Colorado, Mississippi, North Carolina and New Mexico have used a similar approach with specific checklists to ensure that budget requests are based on research, consider return on investment and provide plans to evaluate the efficacy of programs.6 These budget requests can then be used to inform future legislators (and legislative committee analysts) who can compare expected effects to actual outcomes to make better budget decisions. In states with term limits, these requirements may provide a robust record to retain institutional knowledge, even with the turnover of veteran legislators with budget expertise. In addition to budget checklists, Tennessee and Minnesota have implemented program rating systems that rate publicly funded programs as: proven effective, promising, mixed effects, no effect, proven harmful or theory based. These ratings are publicly available and create a quick and understandable way for legislators to evaluate programs in subsequent years.

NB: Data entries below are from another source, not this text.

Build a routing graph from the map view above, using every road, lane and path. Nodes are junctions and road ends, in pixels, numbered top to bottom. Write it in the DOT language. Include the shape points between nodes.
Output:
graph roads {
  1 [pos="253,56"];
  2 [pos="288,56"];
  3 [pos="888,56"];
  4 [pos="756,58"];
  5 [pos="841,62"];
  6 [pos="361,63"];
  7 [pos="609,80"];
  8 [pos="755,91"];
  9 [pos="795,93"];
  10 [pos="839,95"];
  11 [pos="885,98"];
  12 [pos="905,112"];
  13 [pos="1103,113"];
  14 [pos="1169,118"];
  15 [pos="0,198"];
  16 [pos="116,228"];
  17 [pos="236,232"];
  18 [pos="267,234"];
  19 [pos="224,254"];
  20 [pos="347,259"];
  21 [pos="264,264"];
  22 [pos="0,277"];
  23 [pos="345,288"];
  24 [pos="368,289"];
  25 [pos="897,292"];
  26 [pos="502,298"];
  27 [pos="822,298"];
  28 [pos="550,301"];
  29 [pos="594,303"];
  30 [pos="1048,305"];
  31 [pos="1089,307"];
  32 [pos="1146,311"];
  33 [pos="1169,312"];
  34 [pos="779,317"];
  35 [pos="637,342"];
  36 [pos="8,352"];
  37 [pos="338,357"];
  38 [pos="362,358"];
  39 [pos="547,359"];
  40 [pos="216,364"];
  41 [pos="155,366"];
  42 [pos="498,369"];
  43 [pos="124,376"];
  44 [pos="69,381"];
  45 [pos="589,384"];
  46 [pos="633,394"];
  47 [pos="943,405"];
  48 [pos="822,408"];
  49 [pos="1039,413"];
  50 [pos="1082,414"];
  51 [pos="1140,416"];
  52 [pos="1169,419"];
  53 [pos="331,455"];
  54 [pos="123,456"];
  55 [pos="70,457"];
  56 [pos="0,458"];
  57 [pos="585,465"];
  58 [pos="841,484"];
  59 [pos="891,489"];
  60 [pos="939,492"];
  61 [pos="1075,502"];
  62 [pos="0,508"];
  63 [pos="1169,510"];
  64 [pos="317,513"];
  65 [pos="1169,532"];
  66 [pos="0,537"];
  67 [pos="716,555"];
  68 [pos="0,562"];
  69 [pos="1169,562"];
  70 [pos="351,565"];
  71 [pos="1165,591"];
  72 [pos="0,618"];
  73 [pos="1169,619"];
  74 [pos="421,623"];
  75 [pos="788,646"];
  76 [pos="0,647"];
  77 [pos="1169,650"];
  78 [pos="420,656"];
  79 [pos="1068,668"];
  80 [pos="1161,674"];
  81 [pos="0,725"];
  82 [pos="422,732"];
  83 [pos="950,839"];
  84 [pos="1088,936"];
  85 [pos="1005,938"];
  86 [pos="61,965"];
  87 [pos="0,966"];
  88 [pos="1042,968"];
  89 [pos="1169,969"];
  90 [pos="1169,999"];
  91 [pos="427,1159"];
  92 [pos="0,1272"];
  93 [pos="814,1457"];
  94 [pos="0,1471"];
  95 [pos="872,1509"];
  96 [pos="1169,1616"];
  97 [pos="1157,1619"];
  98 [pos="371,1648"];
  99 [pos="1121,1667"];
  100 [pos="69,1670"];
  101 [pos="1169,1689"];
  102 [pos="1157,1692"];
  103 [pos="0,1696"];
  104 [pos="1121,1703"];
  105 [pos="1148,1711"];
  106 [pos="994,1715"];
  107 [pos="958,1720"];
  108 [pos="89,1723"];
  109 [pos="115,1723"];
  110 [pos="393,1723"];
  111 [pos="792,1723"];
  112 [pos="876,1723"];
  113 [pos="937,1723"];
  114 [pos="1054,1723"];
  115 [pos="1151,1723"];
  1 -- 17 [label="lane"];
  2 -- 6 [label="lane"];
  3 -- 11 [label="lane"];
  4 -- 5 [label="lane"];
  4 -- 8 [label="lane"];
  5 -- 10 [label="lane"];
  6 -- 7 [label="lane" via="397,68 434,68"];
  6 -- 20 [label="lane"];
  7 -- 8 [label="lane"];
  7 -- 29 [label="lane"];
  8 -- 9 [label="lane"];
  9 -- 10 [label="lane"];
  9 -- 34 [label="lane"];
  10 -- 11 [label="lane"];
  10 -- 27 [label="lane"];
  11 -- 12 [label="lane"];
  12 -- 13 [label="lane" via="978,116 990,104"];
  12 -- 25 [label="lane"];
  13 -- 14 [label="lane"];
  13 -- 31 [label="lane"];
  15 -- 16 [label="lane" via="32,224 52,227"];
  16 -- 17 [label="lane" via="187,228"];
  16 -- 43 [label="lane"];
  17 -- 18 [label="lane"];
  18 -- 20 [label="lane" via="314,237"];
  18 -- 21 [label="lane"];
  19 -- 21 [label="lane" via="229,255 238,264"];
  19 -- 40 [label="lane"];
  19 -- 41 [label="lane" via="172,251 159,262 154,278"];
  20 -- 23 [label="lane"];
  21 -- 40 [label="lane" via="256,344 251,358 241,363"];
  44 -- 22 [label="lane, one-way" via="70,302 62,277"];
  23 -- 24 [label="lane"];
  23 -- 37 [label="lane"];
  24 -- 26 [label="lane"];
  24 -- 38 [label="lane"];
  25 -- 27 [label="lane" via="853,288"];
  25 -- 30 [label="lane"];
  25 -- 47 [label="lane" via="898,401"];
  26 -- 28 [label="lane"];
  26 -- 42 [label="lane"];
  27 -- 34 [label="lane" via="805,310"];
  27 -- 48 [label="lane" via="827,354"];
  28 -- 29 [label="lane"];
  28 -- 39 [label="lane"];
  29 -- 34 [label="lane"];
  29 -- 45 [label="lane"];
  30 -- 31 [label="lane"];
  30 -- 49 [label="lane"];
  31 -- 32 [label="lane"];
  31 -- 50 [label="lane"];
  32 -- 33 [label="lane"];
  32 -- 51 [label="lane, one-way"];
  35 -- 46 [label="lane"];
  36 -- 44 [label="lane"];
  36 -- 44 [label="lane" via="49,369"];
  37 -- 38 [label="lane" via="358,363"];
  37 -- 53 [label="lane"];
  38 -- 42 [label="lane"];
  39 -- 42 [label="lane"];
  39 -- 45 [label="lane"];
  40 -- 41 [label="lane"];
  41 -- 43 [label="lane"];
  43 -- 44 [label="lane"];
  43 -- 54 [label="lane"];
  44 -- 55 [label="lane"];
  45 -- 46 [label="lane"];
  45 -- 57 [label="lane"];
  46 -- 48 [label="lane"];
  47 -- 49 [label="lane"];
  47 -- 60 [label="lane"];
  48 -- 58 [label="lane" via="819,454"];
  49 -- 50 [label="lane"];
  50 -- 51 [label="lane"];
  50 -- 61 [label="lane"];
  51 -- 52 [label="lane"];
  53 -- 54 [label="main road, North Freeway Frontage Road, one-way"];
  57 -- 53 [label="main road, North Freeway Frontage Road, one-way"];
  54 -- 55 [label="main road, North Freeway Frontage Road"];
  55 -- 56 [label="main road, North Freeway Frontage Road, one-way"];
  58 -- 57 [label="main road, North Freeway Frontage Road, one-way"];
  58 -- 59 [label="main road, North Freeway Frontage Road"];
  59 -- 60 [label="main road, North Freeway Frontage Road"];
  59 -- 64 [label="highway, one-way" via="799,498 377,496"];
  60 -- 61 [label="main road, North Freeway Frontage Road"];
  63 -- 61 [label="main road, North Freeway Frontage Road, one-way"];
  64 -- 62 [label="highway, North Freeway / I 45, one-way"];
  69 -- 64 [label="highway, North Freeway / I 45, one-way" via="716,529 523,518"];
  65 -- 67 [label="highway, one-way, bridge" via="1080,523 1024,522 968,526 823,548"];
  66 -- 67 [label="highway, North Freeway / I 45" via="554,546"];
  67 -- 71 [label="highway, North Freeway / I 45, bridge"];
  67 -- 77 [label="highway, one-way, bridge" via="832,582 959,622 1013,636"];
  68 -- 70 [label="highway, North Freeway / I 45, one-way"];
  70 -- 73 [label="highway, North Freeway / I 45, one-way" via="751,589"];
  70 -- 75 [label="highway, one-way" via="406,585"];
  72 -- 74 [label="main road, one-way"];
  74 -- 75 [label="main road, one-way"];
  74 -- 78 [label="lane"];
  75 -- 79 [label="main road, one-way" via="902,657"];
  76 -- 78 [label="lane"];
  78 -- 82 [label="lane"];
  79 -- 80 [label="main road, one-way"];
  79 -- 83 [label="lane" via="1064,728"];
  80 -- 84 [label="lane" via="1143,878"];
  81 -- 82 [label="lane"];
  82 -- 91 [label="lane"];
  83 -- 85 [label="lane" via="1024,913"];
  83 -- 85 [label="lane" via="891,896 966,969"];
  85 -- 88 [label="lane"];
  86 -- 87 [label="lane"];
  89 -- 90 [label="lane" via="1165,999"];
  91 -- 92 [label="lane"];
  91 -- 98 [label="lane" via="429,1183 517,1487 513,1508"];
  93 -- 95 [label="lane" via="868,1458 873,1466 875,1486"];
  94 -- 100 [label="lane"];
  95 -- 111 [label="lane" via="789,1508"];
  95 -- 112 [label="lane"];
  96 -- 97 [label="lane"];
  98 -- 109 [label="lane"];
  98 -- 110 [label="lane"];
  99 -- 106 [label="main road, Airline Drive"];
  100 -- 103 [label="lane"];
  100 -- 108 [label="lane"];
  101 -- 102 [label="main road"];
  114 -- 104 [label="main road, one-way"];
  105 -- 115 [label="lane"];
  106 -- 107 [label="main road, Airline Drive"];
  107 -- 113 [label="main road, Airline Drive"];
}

Staffing & Training: Staff who carry over between legislative leadership have been cited as a strategy to retain institutional knowledge at the state and federal level. In a 2019 report, the National Association of Public Administration partially attributed a decline in institutional knowledge in the U.S. Congress to staff declines in member offices, on committees, and at congressional support agencies, like the Congressional Research Service.10 In Maine, committee staff have found it easier to respond to the increased demand for their services by maintaining detailed files on bills considered, testimony received and amendments offered for several sessions before the files are transferred to state archives. This information is useful to legislators who wish to determine how a particular issue was handled in the past. California also hosts the Capitol Institute for Training which is required for all legislative staff. To ensure additional staffing consistency, the California Senate does not permit committee chairs to change committee staff until six months into the legislative session. Even then, they may only replace one staff member at a time.